In response the storage industry has developed technologies like compression, single instance store, and de-duplication which are rapidly being deployed this year. You can find solutions that are deployed in the application server, the SAN, the storage array, or backup/archive appliance. Careful consideration must be given to where you deploy these tools, since the where, will impact performance and effectiveness as I pointed out in my previous post.
Another technology that we will see more businesses deploying this year will be encryption. The primary driver for this is the need for protection of personal data, which was highlighted by too many well publicized incidents over the past few years. Here again there will be many choices for the deployment of this technology. Vendors will offer solutions for data in flight and data at rest. Application vendors, HBA vendors, switch vendors, storage vendors, backup vendors, archive vendors, and even disk drive vendors will provide many choices. Here again, where you deploy this technology will make a difference in performance and effectiveness.

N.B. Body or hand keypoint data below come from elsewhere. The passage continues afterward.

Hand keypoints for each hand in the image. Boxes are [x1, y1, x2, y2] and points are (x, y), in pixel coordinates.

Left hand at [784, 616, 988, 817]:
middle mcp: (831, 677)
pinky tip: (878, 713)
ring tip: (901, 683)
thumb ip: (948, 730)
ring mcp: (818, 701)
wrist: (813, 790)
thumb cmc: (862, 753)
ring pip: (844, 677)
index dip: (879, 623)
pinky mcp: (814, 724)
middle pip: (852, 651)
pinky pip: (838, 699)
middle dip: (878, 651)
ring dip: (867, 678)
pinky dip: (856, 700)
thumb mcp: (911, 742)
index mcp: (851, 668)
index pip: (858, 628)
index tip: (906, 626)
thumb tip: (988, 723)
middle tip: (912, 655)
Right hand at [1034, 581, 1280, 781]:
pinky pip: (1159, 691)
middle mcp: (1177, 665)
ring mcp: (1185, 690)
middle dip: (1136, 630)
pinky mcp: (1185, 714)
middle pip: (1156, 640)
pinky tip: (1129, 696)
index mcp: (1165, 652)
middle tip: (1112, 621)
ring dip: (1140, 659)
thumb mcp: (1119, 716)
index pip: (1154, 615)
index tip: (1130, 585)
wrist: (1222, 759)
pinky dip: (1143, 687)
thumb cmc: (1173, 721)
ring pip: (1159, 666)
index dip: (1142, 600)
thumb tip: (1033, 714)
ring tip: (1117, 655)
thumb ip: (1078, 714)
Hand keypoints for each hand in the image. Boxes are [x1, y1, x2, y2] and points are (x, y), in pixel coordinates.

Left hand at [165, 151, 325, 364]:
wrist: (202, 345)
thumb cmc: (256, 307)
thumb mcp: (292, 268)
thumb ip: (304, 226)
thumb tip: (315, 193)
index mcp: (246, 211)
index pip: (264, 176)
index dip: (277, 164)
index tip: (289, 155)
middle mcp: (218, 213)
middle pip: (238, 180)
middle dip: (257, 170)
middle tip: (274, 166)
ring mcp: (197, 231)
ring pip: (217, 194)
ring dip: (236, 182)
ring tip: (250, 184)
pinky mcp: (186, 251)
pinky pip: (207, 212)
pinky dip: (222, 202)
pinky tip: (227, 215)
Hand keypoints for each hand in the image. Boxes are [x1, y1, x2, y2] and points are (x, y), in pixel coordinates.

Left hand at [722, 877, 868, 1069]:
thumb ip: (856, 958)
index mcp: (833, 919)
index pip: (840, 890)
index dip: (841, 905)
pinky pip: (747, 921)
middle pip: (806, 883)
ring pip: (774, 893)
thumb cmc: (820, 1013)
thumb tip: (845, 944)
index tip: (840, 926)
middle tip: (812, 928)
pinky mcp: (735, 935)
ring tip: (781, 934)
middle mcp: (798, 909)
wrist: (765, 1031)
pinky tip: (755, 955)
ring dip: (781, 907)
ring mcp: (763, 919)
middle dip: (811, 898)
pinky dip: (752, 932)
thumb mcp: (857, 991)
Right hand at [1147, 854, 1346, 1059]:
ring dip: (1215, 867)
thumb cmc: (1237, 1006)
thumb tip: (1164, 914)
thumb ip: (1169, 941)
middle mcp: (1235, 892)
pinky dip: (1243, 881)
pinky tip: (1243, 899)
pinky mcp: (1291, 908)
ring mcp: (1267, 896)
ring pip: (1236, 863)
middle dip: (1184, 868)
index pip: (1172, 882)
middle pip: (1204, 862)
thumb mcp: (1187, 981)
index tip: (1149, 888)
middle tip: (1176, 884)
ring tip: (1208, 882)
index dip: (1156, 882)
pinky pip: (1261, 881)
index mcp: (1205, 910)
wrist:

You will also need to consider where you do encryption in relation to where you are implementing data reduction tools like compression, single instance store, and de-duplication.
The objective of data reduction tools is to find similar bit strings or instances of data and eliminate them from the data stream while preserving the ability to retrieve the content. On the other hand encryption will reshuffle the bits to make the bit stream look random, creating different cipher text for the same plain text. So if you do encryption before you do data reduction, you will most probably negate the effects of data reduction. Data that is being backed up or archived for compliance will most likely require encryption. This type of data also contains a lot of redundancies which can benefit the most from data reduction.
If you are considering the use of data reduction tools today, and see the need to use encryption in the future, or vice a versa, you should plan to do the data reduction before you do encryption. The Hitachi HCAP platform for active archive will incorporate single instance store with encryption under the covers, so you won’t have to worry about it.


Hu,
What you describe is true for mature storage technologies, and, short term, customers have little choice in the matter.
However, long-term we must rethink storage from the ground up. I have reviewed at least two available technologies that render traditional encryption and backups less valuable (perhaps unnecessary) while providing most of the benefits of de-duplication. Both prove obfuscation can be accomplished without reshuffling bits, and backups can be accomplished without multiple copies.
I’d like to see HDS incorporate these innovations into its product portfolio.